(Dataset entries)
━━━━━━━━━━━━━━━━━━━━━━━━━━━━━━
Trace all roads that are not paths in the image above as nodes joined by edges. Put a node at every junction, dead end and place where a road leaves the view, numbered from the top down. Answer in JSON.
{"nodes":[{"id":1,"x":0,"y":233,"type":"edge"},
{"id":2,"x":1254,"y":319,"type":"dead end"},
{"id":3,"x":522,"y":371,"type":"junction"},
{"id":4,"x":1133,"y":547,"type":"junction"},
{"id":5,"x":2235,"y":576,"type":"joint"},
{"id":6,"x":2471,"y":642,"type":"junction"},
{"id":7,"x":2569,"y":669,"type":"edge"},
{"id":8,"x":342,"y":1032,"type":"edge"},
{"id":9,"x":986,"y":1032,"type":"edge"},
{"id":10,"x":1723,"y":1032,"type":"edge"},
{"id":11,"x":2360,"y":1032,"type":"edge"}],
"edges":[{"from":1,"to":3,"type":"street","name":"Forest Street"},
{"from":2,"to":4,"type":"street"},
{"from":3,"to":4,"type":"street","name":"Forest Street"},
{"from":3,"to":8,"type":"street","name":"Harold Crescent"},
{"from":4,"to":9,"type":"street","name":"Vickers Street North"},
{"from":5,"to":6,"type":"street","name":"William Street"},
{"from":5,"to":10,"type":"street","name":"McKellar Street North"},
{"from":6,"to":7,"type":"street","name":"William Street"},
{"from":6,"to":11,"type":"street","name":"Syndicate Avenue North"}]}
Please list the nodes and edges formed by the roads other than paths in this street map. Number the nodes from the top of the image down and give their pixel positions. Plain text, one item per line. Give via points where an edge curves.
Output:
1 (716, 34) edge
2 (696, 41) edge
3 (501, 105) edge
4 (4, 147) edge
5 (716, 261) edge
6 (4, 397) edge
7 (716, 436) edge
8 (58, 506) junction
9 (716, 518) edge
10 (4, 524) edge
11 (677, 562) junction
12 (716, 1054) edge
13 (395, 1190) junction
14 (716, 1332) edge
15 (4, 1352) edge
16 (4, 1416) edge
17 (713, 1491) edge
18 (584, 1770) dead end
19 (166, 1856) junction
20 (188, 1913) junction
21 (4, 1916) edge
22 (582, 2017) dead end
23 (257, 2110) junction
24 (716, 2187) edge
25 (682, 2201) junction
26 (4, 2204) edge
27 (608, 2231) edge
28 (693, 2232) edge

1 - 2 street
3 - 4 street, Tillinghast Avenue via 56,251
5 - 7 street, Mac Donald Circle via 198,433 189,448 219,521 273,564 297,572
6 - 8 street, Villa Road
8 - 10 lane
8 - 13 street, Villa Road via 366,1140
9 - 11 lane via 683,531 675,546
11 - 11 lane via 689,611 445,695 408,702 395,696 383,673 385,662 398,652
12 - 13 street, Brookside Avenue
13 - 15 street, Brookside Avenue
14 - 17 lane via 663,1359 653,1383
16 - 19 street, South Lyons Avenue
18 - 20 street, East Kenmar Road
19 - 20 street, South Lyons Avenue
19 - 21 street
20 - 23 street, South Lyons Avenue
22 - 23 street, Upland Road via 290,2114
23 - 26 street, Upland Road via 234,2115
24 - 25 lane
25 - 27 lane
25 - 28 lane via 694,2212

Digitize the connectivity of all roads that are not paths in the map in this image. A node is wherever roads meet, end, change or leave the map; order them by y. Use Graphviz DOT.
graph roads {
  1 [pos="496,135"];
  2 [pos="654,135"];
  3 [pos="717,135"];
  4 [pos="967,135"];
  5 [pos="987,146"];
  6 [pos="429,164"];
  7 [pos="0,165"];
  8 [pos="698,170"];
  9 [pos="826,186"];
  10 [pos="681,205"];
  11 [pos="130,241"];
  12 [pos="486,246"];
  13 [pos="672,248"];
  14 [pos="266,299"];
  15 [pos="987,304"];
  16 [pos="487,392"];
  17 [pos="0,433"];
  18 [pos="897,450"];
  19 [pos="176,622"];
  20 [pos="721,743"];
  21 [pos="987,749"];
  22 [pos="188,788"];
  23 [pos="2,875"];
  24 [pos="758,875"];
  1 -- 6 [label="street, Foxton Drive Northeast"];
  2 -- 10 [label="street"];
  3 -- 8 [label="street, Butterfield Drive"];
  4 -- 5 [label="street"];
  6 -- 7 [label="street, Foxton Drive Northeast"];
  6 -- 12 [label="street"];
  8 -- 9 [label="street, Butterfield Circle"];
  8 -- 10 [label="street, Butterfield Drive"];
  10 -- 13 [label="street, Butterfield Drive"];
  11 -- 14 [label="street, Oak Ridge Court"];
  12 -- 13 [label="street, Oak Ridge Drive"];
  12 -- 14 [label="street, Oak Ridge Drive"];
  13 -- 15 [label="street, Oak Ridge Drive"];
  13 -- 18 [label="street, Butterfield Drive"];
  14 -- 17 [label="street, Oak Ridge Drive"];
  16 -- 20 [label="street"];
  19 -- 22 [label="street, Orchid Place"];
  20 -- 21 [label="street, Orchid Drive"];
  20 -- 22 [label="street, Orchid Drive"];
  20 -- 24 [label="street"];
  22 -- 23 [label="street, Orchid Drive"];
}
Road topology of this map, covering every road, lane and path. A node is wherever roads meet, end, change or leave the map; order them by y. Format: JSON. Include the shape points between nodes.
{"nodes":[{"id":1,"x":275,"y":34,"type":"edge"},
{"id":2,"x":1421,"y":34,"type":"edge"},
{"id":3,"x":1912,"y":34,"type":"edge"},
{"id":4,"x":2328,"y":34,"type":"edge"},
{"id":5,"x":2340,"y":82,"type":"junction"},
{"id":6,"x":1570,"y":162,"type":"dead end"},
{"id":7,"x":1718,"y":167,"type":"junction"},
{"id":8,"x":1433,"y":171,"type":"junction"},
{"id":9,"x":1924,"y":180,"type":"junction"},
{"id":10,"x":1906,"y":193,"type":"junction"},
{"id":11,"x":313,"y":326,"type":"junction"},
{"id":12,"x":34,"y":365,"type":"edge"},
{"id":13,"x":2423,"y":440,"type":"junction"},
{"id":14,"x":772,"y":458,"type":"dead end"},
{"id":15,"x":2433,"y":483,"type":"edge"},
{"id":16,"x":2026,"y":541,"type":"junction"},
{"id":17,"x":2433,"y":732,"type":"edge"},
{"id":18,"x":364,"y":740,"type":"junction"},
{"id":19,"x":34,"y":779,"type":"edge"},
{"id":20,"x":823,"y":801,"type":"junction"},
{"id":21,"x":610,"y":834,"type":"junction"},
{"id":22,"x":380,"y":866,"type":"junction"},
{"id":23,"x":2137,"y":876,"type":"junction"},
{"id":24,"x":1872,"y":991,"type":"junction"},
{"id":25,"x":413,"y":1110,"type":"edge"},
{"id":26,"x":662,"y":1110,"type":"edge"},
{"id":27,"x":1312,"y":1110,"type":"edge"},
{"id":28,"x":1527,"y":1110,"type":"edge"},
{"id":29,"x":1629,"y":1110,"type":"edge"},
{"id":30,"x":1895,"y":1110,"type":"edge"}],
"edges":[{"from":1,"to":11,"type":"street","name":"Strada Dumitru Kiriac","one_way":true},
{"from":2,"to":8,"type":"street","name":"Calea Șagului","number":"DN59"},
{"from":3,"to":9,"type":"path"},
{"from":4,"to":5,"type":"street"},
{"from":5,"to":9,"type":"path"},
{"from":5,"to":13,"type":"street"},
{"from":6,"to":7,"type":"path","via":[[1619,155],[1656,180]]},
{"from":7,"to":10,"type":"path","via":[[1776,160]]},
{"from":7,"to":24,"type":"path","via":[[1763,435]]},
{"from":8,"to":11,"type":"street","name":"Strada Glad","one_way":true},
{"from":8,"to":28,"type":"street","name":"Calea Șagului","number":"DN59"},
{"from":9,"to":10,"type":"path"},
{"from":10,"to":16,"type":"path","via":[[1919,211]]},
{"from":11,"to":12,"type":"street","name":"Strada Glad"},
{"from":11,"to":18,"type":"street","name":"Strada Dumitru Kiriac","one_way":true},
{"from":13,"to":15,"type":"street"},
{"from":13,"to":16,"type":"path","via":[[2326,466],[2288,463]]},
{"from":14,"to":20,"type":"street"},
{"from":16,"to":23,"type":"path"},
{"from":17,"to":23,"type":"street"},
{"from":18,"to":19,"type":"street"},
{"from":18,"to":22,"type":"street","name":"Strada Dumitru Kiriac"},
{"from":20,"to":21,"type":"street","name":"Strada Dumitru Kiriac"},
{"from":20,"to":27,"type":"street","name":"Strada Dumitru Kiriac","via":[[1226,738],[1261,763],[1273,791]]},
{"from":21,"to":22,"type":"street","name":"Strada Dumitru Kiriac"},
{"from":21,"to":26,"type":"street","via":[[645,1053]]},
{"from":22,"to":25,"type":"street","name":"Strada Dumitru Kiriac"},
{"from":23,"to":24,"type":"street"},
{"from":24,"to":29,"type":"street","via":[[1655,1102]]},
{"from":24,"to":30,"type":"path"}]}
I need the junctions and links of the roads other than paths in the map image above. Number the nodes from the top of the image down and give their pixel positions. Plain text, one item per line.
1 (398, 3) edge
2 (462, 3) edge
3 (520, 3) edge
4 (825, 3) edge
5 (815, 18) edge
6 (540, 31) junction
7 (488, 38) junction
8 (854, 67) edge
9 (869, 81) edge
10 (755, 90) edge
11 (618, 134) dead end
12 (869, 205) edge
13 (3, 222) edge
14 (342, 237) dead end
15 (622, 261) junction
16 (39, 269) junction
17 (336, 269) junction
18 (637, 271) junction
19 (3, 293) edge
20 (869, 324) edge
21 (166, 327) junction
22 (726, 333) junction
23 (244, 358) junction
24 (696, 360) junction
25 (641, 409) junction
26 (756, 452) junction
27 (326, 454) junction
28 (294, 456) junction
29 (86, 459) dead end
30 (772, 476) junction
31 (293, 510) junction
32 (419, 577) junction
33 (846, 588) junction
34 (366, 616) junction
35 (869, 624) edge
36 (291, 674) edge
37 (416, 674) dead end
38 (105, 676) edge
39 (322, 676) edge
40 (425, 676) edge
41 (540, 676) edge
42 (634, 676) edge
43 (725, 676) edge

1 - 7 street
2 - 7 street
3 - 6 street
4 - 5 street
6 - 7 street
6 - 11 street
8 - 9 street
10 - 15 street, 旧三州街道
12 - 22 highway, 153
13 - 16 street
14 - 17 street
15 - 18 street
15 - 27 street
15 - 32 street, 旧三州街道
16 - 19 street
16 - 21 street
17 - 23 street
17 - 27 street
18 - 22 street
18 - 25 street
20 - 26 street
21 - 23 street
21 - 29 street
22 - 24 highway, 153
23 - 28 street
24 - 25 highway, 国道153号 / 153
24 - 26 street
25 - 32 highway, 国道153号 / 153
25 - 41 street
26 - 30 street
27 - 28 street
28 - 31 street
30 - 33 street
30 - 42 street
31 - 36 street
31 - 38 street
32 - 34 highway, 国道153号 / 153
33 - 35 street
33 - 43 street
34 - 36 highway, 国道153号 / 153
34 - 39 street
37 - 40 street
━━━━━━━━━━━━━━━━━━━━━━━━━━━━━━
* **Work to be completed**: The lines above, from the first through the one containing "Please list the", must be restated word for word, with nothing added.

* **Response to this exercise**:
Trace all roads that are not paths in the image above as nodes joined by edges. Put a node at every junction, dead end and place where a road leaves the view, numbered from the top down. Answer in JSON.
{"nodes":[{"id":1,"x":0,"y":233,"type":"edge"},
{"id":2,"x":1254,"y":319,"type":"dead end"},
{"id":3,"x":522,"y":371,"type":"junction"},
{"id":4,"x":1133,"y":547,"type":"junction"},
{"id":5,"x":2235,"y":576,"type":"joint"},
{"id":6,"x":2471,"y":642,"type":"junction"},
{"id":7,"x":2569,"y":669,"type":"edge"},
{"id":8,"x":342,"y":1032,"type":"edge"},
{"id":9,"x":986,"y":1032,"type":"edge"},
{"id":10,"x":1723,"y":1032,"type":"edge"},
{"id":11,"x":2360,"y":1032,"type":"edge"}],
"edges":[{"from":1,"to":3,"type":"street","name":"Forest Street"},
{"from":2,"to":4,"type":"street"},
{"from":3,"to":4,"type":"street","name":"Forest Street"},
{"from":3,"to":8,"type":"street","name":"Harold Crescent"},
{"from":4,"to":9,"type":"street","name":"Vickers Street North"},
{"from":5,"to":6,"type":"street","name":"William Street"},
{"from":5,"to":10,"type":"street","name":"McKellar Street North"},
{"from":6,"to":7,"type":"street","name":"William Street"},
{"from":6,"to":11,"type":"street","name":"Syndicate Avenue North"}]}
Please list the nodes and edges formed by the roads other than paths in this street map. Number the nodes from the top of the image down and give their pixel positions. Plain text, one item per line. Give via points where an edge curves.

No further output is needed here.